Retail investors must see: This cryptocurrency trading model has a win rate of 98.8%, Brother Hua will help you!!
Do not blindly follow the trend anymore! This proven cryptocurrency trading model has a win rate of 98.8%. Once mastered, it can help you avoid most traps, making the journey from 100,000 to 10 million more stable.
1. Capital allocation, strict risk control
Divide the capital into 5 parts, using only 1/5 of the position each time. Set a stop loss of 10 points; even if a single judgment error occurs, the total capital loss will be only 2%, and a continuous error of 5 times will result in a loss of 10%; if the judgment is correct, set a take profit of more than 10 points, fundamentally reducing the risk of being trapped.

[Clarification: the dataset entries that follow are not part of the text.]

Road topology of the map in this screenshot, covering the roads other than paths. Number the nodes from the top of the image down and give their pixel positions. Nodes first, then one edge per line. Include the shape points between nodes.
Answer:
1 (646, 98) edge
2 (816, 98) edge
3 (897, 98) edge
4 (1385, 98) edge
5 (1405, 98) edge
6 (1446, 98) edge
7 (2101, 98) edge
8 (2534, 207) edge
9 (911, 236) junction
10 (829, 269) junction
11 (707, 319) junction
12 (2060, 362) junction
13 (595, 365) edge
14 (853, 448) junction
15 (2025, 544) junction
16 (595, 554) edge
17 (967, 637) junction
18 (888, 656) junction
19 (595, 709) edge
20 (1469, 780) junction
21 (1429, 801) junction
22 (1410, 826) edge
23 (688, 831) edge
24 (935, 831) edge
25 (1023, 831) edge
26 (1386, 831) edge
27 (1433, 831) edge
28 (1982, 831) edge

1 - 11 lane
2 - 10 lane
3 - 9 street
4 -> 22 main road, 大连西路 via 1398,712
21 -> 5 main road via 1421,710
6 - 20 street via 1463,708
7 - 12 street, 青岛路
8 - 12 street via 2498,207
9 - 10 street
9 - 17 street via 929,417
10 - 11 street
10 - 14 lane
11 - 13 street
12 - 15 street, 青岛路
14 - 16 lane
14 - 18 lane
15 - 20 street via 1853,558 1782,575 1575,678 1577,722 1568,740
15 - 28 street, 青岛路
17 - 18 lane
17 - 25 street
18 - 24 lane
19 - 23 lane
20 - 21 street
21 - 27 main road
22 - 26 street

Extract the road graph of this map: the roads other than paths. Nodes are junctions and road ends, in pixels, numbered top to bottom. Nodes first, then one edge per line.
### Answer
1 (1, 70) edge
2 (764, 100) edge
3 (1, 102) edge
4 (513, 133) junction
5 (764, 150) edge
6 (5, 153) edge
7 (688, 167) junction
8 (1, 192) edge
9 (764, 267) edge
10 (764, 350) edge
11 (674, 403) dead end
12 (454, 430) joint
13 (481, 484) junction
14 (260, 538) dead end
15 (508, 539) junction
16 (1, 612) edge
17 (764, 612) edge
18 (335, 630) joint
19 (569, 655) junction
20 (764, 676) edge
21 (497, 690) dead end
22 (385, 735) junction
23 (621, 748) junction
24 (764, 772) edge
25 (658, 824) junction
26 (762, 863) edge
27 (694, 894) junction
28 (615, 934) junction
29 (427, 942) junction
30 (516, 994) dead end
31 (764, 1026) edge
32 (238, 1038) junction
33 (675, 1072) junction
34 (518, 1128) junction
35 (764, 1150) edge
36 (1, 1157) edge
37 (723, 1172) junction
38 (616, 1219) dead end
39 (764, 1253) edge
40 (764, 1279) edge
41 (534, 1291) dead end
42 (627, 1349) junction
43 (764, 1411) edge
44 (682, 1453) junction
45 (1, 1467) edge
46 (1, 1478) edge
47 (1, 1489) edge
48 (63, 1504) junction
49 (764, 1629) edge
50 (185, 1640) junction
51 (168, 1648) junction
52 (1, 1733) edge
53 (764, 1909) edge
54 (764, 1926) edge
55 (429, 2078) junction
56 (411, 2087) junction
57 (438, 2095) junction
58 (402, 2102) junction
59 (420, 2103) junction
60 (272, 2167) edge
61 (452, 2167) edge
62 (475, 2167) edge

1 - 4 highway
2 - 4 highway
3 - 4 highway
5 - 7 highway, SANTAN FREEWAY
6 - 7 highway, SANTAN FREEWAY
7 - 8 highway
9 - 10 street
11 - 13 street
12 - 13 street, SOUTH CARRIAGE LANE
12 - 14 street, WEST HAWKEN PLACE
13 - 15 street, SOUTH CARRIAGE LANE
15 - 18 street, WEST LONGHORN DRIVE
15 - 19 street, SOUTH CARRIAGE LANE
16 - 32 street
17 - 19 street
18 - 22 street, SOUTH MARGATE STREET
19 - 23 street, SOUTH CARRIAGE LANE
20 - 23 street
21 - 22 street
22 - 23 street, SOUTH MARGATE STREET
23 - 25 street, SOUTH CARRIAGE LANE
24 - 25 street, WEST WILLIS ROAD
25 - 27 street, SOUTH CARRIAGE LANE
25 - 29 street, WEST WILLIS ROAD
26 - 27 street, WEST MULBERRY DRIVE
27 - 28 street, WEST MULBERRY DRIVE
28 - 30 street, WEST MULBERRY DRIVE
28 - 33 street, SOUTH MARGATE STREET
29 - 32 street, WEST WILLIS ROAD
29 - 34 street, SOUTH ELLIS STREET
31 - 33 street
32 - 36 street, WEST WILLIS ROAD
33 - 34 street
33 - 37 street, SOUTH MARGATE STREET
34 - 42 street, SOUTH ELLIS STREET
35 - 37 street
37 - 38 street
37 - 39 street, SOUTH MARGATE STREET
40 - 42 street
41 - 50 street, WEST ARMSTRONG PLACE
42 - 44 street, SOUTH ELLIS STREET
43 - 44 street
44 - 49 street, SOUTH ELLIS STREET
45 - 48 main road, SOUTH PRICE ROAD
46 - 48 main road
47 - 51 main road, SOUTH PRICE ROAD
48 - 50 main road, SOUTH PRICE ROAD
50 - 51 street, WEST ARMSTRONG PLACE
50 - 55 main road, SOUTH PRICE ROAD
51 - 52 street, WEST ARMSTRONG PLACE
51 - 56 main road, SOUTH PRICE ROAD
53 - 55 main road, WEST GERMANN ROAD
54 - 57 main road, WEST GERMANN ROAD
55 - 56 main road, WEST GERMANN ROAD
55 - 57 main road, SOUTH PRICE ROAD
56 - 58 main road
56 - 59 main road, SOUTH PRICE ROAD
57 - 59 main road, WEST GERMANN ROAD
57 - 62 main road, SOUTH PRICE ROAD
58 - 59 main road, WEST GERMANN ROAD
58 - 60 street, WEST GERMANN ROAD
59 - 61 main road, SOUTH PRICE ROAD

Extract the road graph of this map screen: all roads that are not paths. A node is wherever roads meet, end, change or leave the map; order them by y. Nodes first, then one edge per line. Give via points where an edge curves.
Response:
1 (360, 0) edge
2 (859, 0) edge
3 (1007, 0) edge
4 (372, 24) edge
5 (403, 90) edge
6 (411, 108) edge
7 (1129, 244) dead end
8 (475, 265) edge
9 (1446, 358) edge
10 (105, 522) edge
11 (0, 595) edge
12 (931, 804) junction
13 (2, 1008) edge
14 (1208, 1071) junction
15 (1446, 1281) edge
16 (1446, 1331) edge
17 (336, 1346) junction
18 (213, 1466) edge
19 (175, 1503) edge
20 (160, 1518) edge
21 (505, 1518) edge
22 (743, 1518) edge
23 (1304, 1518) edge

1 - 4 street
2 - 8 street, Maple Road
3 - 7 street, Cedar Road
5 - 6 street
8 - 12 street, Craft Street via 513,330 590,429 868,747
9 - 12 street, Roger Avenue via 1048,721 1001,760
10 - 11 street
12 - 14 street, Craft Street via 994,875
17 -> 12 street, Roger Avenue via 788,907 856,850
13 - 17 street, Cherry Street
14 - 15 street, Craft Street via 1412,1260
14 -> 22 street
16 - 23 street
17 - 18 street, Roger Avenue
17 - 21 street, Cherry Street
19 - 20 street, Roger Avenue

2. Follow the trend to increase win rate
To further increase the win rate, the core is the word "trend." In a downtrend, each rebound is mostly a trap; in an uptrend, each decline is often a golden buying opportunity. Compared to the extremely high risk of bottom fishing, following the trend to buy low has a much higher probability of making money.
3. Avoid short-term surging coins
Whether mainstream coins or altcoins, very few can go through multiple waves of upward trends. After a short-term surge, the difficulty of continuing to rise is extremely high. When prices stagnate at high levels, the subsequent inability to rise will inevitably lead to a decline. This simple truth always leads some to enter the market with a "gamble" mindset, ultimately getting trapped.
4. Use MACD to determine entry and exit signals
Use MACD to assist in decision-making: when the DIF line and DEA form a golden cross below the 0 axis and break through the 0 axis, it is a stable entry signal; when MACD forms a death cross above the 0 axis and moves downward, one should decisively reduce positions to avoid profit loss.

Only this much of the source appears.